‘Well, that’s what I mean. It’s all the same thing,’ said Kitty. ‘You know, irresponsible and pink and a bit bald-headed.’
‘Don’t babble,’ observed her friend. ‘Now, then, where’s this room of ours? You’d think our forefathers were descended from rabbits, wouldn’t you, to build these complicated domiciles!’
‘What shall we do about the sightseeing?’ demanded Kitty. ‘Do we have to barge round the Cathedral?’
‘Sure,’ replied Laura. ‘I’ll show you.’
They spent the following morning in ecstatic exploration of the Cathedral. Nothing escaped their fascinated contemplation, and Kitty enjoyed herself more than she had expected to do. Conversation was brisk, although they had to carry it on in low tones.
‘Look, Dog! Fancy having your skeleton for a memorial!’
‘They’re called rebuses. The guide book says they are quaint. After all, there’s nothing like understatement.’
‘The Communion rails are quite the nicest thing here, Dog. Don’t you think so?’
‘Late seventeenth-century. Yes, but what about the choir stalls? And those wall-paintings in the chapel of the Holy Sepulchre?’
‘The thing is that people couldn’t have looked like that.

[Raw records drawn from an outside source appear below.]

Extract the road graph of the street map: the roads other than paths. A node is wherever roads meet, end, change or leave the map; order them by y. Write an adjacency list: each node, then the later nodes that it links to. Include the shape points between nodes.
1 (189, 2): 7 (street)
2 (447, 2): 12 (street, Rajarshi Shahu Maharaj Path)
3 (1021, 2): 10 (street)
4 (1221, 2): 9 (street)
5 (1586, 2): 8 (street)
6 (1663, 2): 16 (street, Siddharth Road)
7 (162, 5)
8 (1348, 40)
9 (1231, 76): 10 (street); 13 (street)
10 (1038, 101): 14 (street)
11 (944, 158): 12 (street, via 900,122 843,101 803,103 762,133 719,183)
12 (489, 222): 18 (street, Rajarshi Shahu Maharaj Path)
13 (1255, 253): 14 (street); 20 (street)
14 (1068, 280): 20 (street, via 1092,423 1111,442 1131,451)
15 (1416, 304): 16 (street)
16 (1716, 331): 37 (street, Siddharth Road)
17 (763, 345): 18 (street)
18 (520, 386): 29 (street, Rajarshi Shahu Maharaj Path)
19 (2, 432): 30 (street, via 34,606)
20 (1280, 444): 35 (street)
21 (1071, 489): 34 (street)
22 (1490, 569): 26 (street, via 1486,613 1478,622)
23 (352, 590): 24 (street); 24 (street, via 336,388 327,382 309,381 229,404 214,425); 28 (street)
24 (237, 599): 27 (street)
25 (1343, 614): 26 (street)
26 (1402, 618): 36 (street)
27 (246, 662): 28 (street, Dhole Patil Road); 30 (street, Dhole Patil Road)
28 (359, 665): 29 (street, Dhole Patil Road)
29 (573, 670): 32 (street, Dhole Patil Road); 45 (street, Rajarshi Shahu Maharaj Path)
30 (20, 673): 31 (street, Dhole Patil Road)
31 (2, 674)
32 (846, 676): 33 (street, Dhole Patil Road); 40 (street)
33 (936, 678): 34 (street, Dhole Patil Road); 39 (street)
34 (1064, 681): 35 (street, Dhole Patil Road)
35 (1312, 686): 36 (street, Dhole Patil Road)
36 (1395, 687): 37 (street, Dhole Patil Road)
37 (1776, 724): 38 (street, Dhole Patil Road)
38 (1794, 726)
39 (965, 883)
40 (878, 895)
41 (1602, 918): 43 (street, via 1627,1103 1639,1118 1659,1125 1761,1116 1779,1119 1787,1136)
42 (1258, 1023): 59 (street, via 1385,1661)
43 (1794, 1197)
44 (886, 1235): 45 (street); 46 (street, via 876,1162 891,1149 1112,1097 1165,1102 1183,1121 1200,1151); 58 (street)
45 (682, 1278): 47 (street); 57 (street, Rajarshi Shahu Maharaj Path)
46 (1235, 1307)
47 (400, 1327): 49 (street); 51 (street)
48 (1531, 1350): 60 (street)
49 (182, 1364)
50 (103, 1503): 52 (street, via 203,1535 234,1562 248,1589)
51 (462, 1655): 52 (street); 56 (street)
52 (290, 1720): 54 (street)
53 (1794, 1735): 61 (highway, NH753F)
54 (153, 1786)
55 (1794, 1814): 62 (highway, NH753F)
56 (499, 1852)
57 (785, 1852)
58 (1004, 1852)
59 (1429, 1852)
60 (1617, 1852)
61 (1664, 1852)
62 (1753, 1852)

Let’s go and see whether the verger is going to open the crypt. Then perhaps we could go up the tower and look at the view. Cathedrals give me a headache.’
Laura, after an hour or so of this, took her friend back to lunch, and announced, on the way, that she had found out where the boy Grier had been drowned, and that they would go in search of information directly the meal was over.
Accordingly, they lunched, and then went down the High Street to the bridge and the mill, and took a side-turning. After five minutes’ walking, Laura suddenly observed:
‘I was told there was a Youth Hostel somewhere about. Do you see one?’
‘We passed it. It’s the old mill. You should use your eyes, Dog,’ said Kitty, with the triumph of the down-trodden.
‘I did – on the lie of the land. Oh, well, if we’ve passed the Youth Hostel, we’re on the right track, and that’s something. I imagine, then, these are the houses.’
They soon encountered some children. In fact, there seemed to be a considerable number.
‘It’s the boys we want,’ muttered Kitty, ‘not the girls. Boys will know what took that other poor kid to the river late at night. Girls wouldn’t know anything like that.’
‘Late at night? Lord, K.! You remembered that?’
‘You’re not the only person who can take an interest, Dog,’ said Kitty with great complacence. ‘Wait till someone asks us the time, and we’ll make our grab. Kids always ask strangers the time. I believe it’s an obscure form of cheek.’
As they came to the bridge, they were stopped by three little boys who were playing with an orange box on perambulator wheels.
‘Please can you tell me the right time, missis?’ asked the leader. Kitty consulted her watch. It was very tiny, and excited immediate interest.
‘The right time?’ said Kitty, squinting down at it. ‘Oh, Lord! I must get my glasses.’ She did not wear glasses. Her sight was remarkably good.
‘I’ll tell it, missis! Let me ’ave a look!’ urged one of the children at once. Kitty let him look. She even took the watch off and let the three boys handle it. Laura looked on, expecting every moment that one of them would let the watch fall, and smash it, but it was passed from one pair of dirty paws to another without disaster. At the end, the leader strapped it on to Kitty’s wrist. It was not very hard after this to ask the boys the necessary questions.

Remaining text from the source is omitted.